隨著衣袖浮空而過,一張精巧的畫卷在眼前浮現出來。

暖煙錯愕的看著虛浮在半空中的畫麵,好多小人正在畫麵中央移動,赫然就是清風派的除妖小隊。

眾人顯然經曆過無數場惡鬥,雪白的門服破舊不堪,血紅的傷痕露了出來,將破碎的衣邊染成豔色。他們緊緊倚靠在一起,將自己的後背交托予同伴,神色緊張的望著半空。

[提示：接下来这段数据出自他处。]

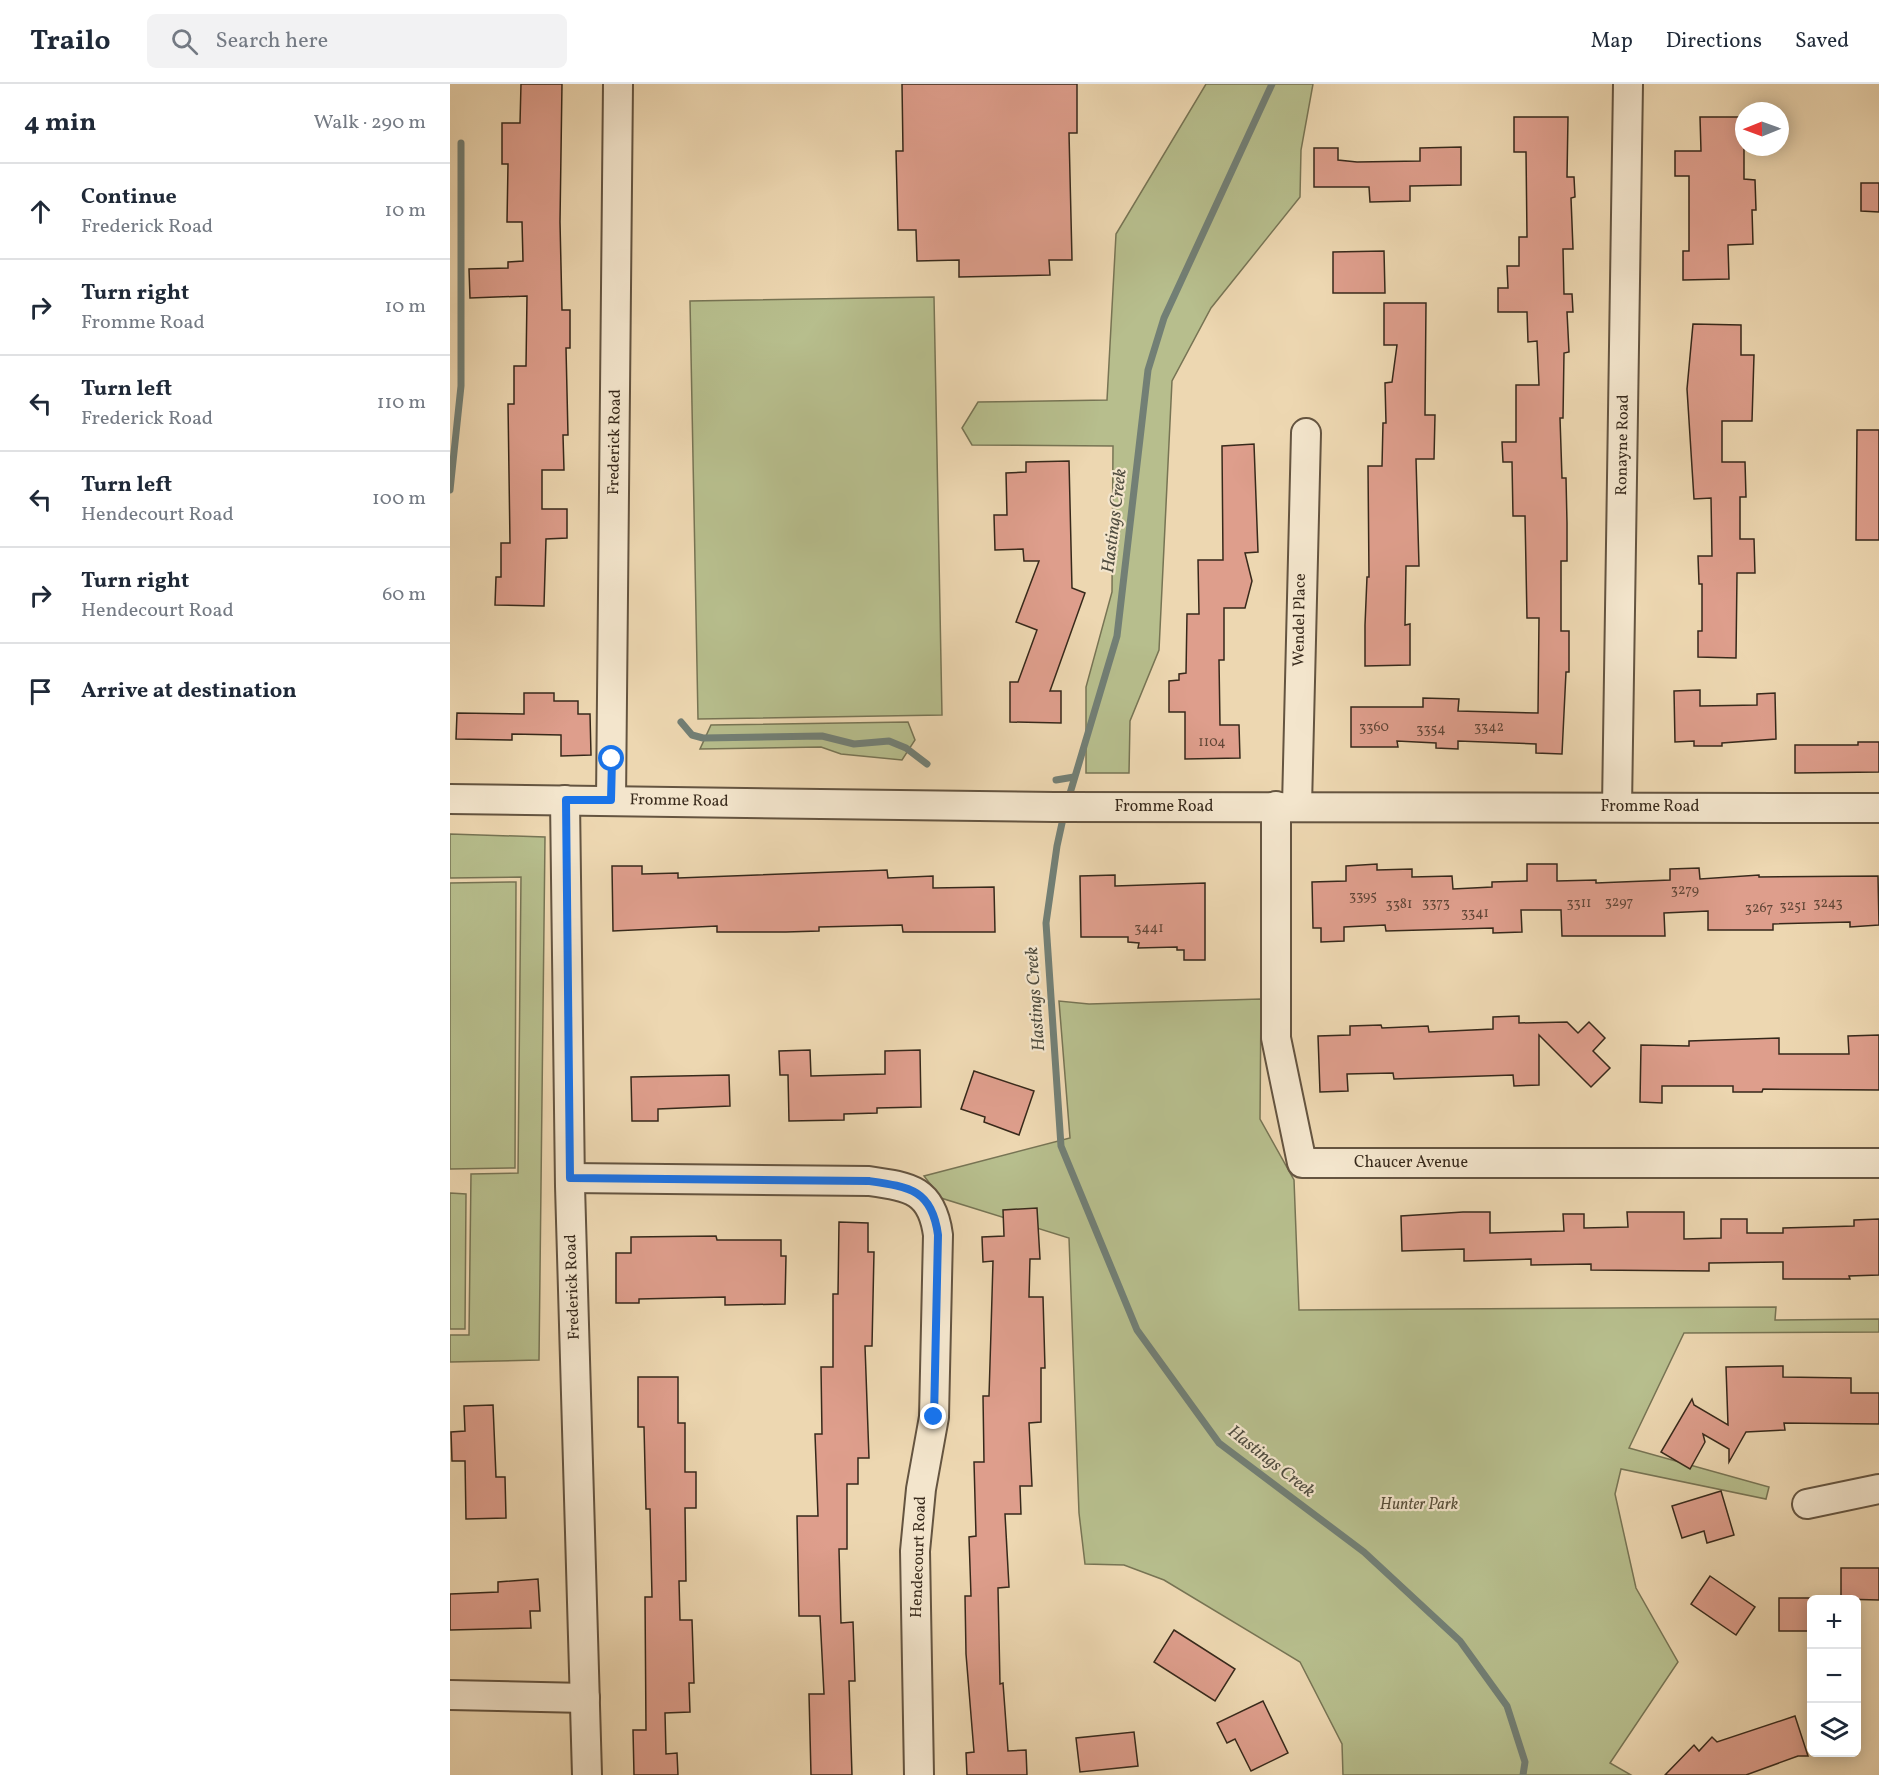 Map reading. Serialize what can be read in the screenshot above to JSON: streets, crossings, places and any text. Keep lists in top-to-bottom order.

漆黑的峽穀中傳來悉悉嗦嗦的聲音,那些聲音朝同一處攢聚,向唯一的光明處進發。

這聲音太熟悉了。

暖煙立刻緊張起來,瞪著眼專注的盯著畫卷。

屏幕裏的弟子顯然已無數次領略過這樣的恐懼,他們下意識的將長劍舉起橫於胸前。

失去了關若山的壓製,若曼陀像打了激素一樣瘋長起來。原本如手臂粗細的藤蔓,暴漲了數十倍。它直直向眾人衝去,仿若撞擊巨鍾的鍾杵。脆弱的靈力在強橫的力量麵前竟然不堪一擊,清風派的弟子被撞出去老遠,大口的鮮血猛地噴了出來。

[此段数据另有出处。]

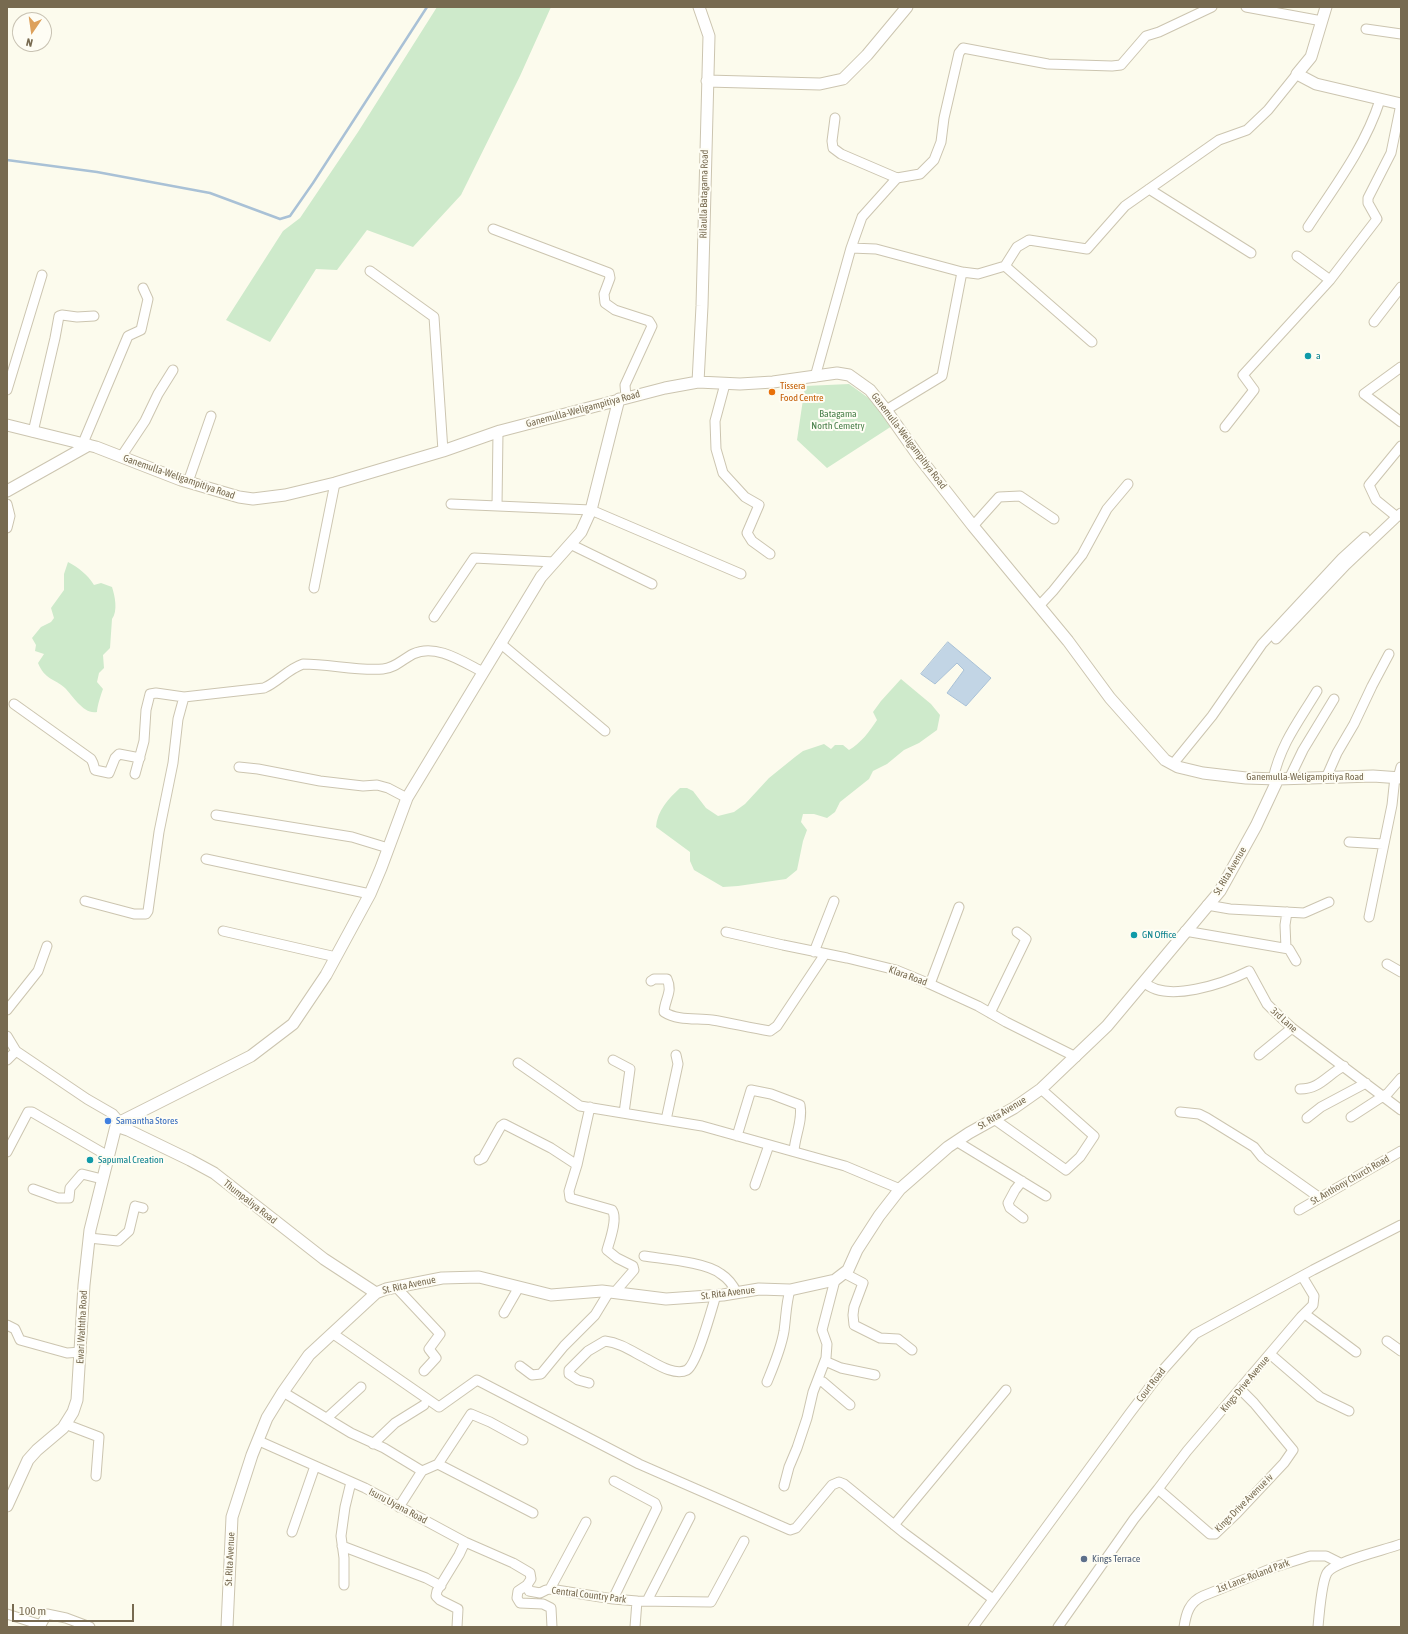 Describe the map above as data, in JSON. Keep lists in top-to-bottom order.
{
  "streets": {
    "street": [
      "Rilaulla Batagama Road",
      "Ganemulla-Weligampitiya Road",
      "St. Rita Avenue",
      "Klara Road",
      "3rd Lane",
      "St. Anthony Church Road",
      "Thumpaliya Road",
      "Ewari Waththa Road",
      "Kings Drive Avenue",
      "Court Road",
      "Kings Drive Avenue iv",
      "Isuru Uyana Road",
      "1st Lane-Roland Park",
      "Central Country Park"
    ]
  },
  "crossings": [
    ["Rilaulla Batagama Road", "Ganemulla-Weligampitiya Road"],
    ["Ganemulla-Weligampitiya Road", "St. Rita Avenue"],
    ["St. Rita Avenue", "Klara Road"],
    ["St. Rita Avenue", "3rd Lane"],
    ["St. Rita Avenue", "Thumpaliya Road"],
    ["St. Rita Avenue", "Isuru Uyana Road"],
    ["Thumpaliya Road", "Ewari Waththa Road"],
    ["Kings Drive Avenue", "Court Road"],
    ["Kings Drive Avenue", "Kings Drive Avenue iv"],
    ["Isuru Uyana Road", "Central Country Park"]
  ],
  "parks": ["Batagama North Cemetry"],
  "places": [
    "a",
    "Tissera Food Centre",
    "GN Office",
    "Samantha Stores",
    "Sapumal Creation",
    "Kings Terrace"
  ],
  "scale_bar": "100 m",
  "north": "bottom"
}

其餘樹幹一樣粗細的若曼陀紛紛趕來,緊密的排列在一起,像一圈致密的籬笆圍欄,將眾人圈養其中。眾人想要飛過障礙,它們卻無限的向上生長,遮天蔽日,如同逐漸合攏的捕蠅草,直至將一眾弟子死死的包裹在若曼陀編織成的牢籠之中。

“草!死就死吧!老子和它拚了!”

不知誰開口,眾人皆是屏足了最後的靈力,想要背水一戰,拚死一擊。

“你們看,有一個路口。”

兩根若曼陀枝條倏然回撤,露出一人寬的縫隙,仿佛是故意給眾人開了一扇門。

眼前的場景太過詭異,仿佛一場鴻門宴,滿滿寫著請君入甕四個大字。眾人麵麵相覷,眼中皆是焦慮不安。而若曼陀顯然不想再給他們時間考慮,它們逐漸縮小著包圍圈,擠擠挨挨的枝條發出粗礪的摩擦聲,仿佛奏響的攻擊前哨。

“走,我們進去看看。”安如初將長劍緊握在手中,率先進入若曼陀開啟的樹門之中。

除妖小隊排成一列,紛紛進入通道之中。

四周皆是若曼陀圍成的圍牆,通道無盡蔓延,七扭八拐的看不到頭,仿佛一條路走到黑的迷宮。不知走了多久,有微風自通道一側吹來。

眾人興奮,卻更加警惕,都將身體調整到最好狀態,積蓄的靈力堆在指尖,以防下一刻可能出現的變故。

若曼陀夾擊形成的通路走到盡頭是一片漆黑,空氣中傳來潮濕的水腥氣。安如初捏訣,指尖點燃一抹強光,將通道外的世界驟然照亮。

地上的八角星形圖案清晰可見,那顆翠綠圓珠已然不見。四周八具怪物石像悉數破碎,卻詭異的沒有被巨浪衝走。它們化為大小不一的石塊鋪散在地。

這竟然是他們最初進入的詭異山洞。

兜兜轉轉,若曼陀竟將他們引回了原地?

將眾人帶到位之後的若曼陀仿佛完成了使命,如同潮水一樣退去,安靜的蟄伏在四周,像是海灘邊的枯木。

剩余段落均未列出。